What the task requires. Copy out the data below. Keep every word as it is.

Exercise data.
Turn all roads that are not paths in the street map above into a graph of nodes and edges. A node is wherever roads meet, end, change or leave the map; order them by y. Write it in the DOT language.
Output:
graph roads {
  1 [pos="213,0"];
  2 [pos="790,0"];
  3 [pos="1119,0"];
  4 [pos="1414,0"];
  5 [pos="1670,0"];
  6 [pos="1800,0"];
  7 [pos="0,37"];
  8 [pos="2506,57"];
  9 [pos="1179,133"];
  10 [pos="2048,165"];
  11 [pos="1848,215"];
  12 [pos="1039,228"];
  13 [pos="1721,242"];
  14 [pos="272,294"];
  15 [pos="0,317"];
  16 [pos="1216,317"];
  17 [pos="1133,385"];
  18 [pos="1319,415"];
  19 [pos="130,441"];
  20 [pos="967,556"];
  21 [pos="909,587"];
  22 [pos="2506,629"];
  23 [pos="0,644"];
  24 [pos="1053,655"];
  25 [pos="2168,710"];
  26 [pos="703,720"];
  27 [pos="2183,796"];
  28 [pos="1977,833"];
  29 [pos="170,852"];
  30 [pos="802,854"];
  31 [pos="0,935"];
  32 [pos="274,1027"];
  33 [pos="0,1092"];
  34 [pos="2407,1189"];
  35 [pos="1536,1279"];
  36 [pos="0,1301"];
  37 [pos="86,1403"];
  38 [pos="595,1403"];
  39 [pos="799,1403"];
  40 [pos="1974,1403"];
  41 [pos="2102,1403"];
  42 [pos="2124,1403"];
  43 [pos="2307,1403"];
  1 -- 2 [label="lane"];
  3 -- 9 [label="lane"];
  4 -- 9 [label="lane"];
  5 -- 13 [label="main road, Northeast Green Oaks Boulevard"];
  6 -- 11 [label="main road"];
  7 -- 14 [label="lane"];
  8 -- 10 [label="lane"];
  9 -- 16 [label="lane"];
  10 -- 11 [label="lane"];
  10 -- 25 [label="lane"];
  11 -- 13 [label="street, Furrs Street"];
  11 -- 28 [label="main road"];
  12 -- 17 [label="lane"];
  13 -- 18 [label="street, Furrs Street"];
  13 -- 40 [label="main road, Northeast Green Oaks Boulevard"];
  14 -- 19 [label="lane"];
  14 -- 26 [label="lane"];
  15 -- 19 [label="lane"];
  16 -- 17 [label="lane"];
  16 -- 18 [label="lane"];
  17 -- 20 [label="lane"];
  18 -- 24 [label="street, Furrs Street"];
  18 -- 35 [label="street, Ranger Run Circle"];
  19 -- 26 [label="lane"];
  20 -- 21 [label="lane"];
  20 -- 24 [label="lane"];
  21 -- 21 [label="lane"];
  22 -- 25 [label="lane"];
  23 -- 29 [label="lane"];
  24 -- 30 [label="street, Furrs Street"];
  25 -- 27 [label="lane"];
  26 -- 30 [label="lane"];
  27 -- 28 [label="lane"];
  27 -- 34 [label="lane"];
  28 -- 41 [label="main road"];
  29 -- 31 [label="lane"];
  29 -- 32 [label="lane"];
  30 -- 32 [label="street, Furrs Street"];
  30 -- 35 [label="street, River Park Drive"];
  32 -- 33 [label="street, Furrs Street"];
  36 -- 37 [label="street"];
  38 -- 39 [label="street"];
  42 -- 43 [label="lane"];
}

Task output.
Turn all roads that are not paths in the street map above into a graph of nodes and edges. A node is wherever roads meet, end, change or leave the map; order them by y. Write it in the DOT language.
Output:
graph roads {
  1 [pos="213,0"];
  2 [pos="790,0"];
  3 [pos="1119,0"];
  4 [pos="1414,0"];
  5 [pos="1670,0"];
  6 [pos="1800,0"];
  7 [pos="0,37"];
  8 [pos="2506,57"];
  9 [pos="1179,133"];
  10 [pos="2048,165"];
  11 [pos="1848,215"];
  12 [pos="1039,228"];
  13 [pos="1721,242"];
  14 [pos="272,294"];
  15 [pos="0,317"];
  16 [pos="1216,317"];
  17 [pos="1133,385"];
  18 [pos="1319,415"];
  19 [pos="130,441"];
  20 [pos="967,556"];
  21 [pos="909,587"];
  22 [pos="2506,629"];
  23 [pos="0,644"];
  24 [pos="1053,655"];
  25 [pos="2168,710"];
  26 [pos="703,720"];
  27 [pos="2183,796"];
  28 [pos="1977,833"];
  29 [pos="170,852"];
  30 [pos="802,854"];
  31 [pos="0,935"];
  32 [pos="274,1027"];
  33 [pos="0,1092"];
  34 [pos="2407,1189"];
  35 [pos="1536,1279"];
  36 [pos="0,1301"];
  37 [pos="86,1403"];
  38 [pos="595,1403"];
  39 [pos="799,1403"];
  40 [pos="1974,1403"];
  41 [pos="2102,1403"];
  42 [pos="2124,1403"];
  43 [pos="2307,1403"];
  1 -- 2 [label="lane"];
  3 -- 9 [label="lane"];
  4 -- 9 [label="lane"];
  5 -- 13 [label="main road, Northeast Green Oaks Boulevard"];
  6 -- 11 [label="main road"];
  7 -- 14 [label="lane"];
  8 -- 10 [label="lane"];
  9 -- 16 [label="lane"];
  10 -- 11 [label="lane"];
  10 -- 25 [label="lane"];
  11 -- 13 [label="street, Furrs Street"];
  11 -- 28 [label="main road"];
  12 -- 17 [label="lane"];
  13 -- 18 [label="street, Furrs Street"];
  13 -- 40 [label="main road, Northeast Green Oaks Boulevard"];
  14 -- 19 [label="lane"];
  14 -- 26 [label="lane"];
  15 -- 19 [label="lane"];
  16 -- 17 [label="lane"];
  16 -- 18 [label="lane"];
  17 -- 20 [label="lane"];
  18 -- 24 [label="street, Furrs Street"];
  18 -- 35 [label="street, Ranger Run Circle"];
  19 -- 26 [label="lane"];
  20 -- 21 [label="lane"];
  20 -- 24 [label="lane"];
  21 -- 21 [label="lane"];
  22 -- 25 [label="lane"];
  23 -- 29 [label="lane"];
  24 -- 30 [label="street, Furrs Street"];
  25 -- 27 [label="lane"];
  26 -- 30 [label="lane"];
  27 -- 28 [label="lane"];
  27 -- 34 [label="lane"];
  28 -- 41 [label="main road"];
  29 -- 31 [label="lane"];
  29 -- 32 [label="lane"];
  30 -- 32 [label="street, Furrs Street"];
  30 -- 35 [label="street, River Park Drive"];
  32 -- 33 [label="street, Furrs Street"];
  36 -- 37 [label="street"];
  38 -- 39 [label="street"];
  42 -- 43 [label="lane"];
}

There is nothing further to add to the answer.